In version 5.5A we overhauled the currency revaluation process. This was to comply with the new international standard FRS 21. Although this won’t be required in North America for some time, it was required much sooner in other jurisdictions, such as South-East Asia where multi-currency transactions are very prevalent. This new method is quite a bit more complicated than what Accpac was previously using, but this shows our commitment to addressing International concerns and maintaining International standards.
We don’t produce localized versions of Accpac, there is only one version and we add general support for all jurisdictions there. Rather than shipping an Australian version that supports Australian sales tax and an American version that supports US sales tax, we ship one version with a powerful enough sales tax engine that can support all the sales taxes we have encountered. This then easily allows International companies to use the same Accpac programs and databases for all their transactions.
The reason we added surtaxes to our sales tax module a few versions ago was to support sales taxes in India. In India there are 5 sales taxes and two of them are surtaxes (taxes on tax). So rather than just adding a customization for India we added a general feature, so if any other regions have surtaxes like India, then they are already set. Our hope being that we have a strong enough general support to handle whatever is thrown at us.
Fortunately GAAP (Generally Accepted Accounting Practices) are applied fairly universally. As more countries compete globally and look for global investment, more and more countries are insisting on GAAP. Generally all countries are adopting standards that are agreed on internationally, just that the adoption times can be quite different.
This isn’t to say we wouldn’t produce localized modules. The nice thing about Accpac is that you can add program modules without requiring changes to the base product. Hence we can offer an XBRL Financial Reporting module in Singapore to meet Singapore government reporting requirements. In a similar way Sage regions can develop custom modules for their market, perhaps such as an import/export tax module for India.
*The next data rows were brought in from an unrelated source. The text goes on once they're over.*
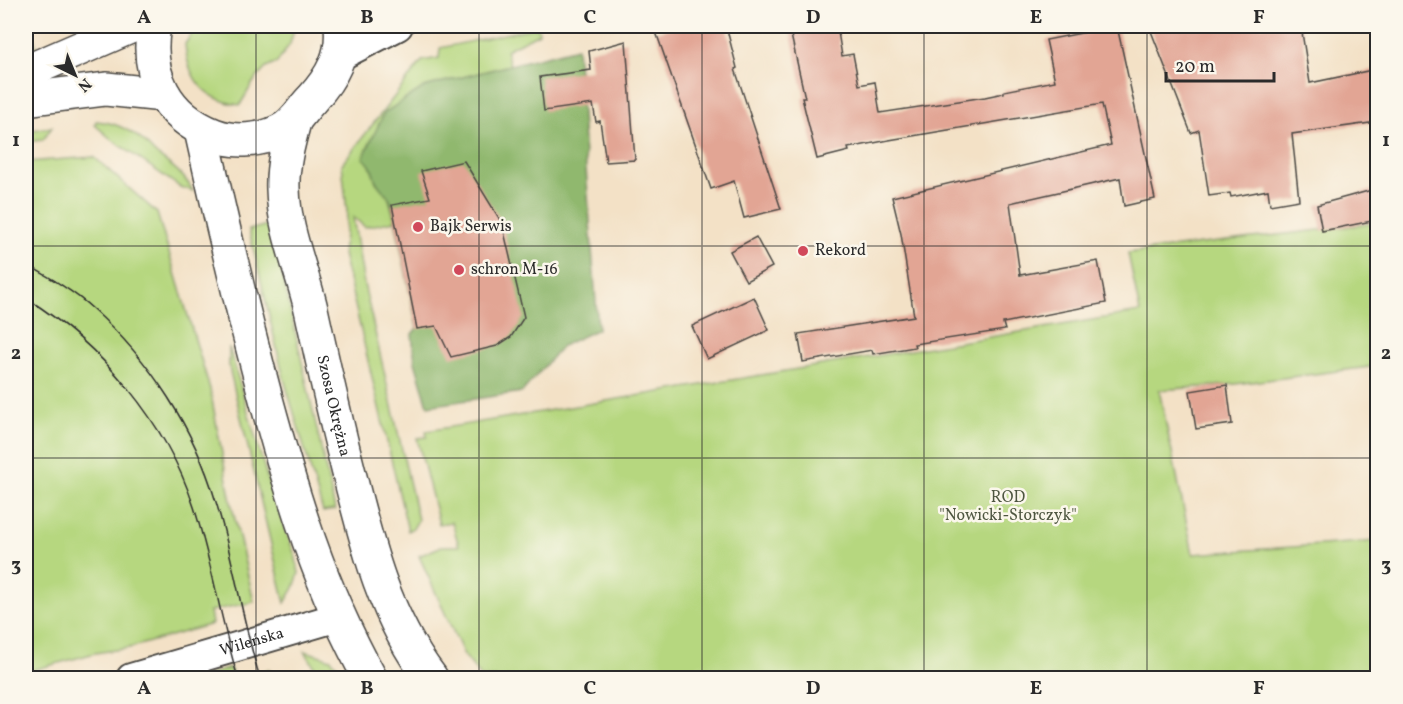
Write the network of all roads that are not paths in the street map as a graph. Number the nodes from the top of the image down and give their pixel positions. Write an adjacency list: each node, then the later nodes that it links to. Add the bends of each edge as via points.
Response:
1 (132, 26): 5 (street)
2 (154, 26): 6 (street, via 151,42 155,74)
3 (398, 26): 4 (street)
4 (340, 41): 8 (street, via 332,73)
5 (26, 72)
6 (164, 94): 7 (street, via 106,89); 9 (street, via 172,107)
7 (26, 99)
8 (301, 112): 9 (street, via 282,131 250,140 223,138); 13 (street, Szosa Okrężna, via 286,153 285,213 368,549 401,631)
9 (201, 130): 10 (street, via 238,295 293,497)
10 (338, 617): 11 (street, Wileńska); 12 (street)
11 (131, 678)
12 (370, 678)
13 (431, 678)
A big difference in each geographic market is also the definition of an SMB (Small to Medium Sized Business, http://en.wikipedia.org/wiki/Small_and_medium_enterprises). Our typical sales in Africa and Asia are to much larger companies than we usually sell to in North America. This leads to quite a difference in the feature requests our Product Management team receives from around the world. For instance we might receive requests from Africa for much more sophisticated Inventory processing, whereas from North America they are often looking for product simplification and ease of use.
This is a bigger cause of regional differences than local regulatory requirements. Often the requests we get from one region for one type of industry would be valuable all over the world for that sized company and that particular industry. It’s just that we seem to sell to different industries and different sized companies in different regions.
Certainly being an International product has its challenges; but, there are lots of rewards as well. I really enjoy traveling to the International Sage Insights and Visions conferences in Australia, Africa and Asia. I find the challenges and accomplishments of the partners in each region have a lot in common. I’m always amazed at the way Accpac is customized and deployed to handle very diverse needs.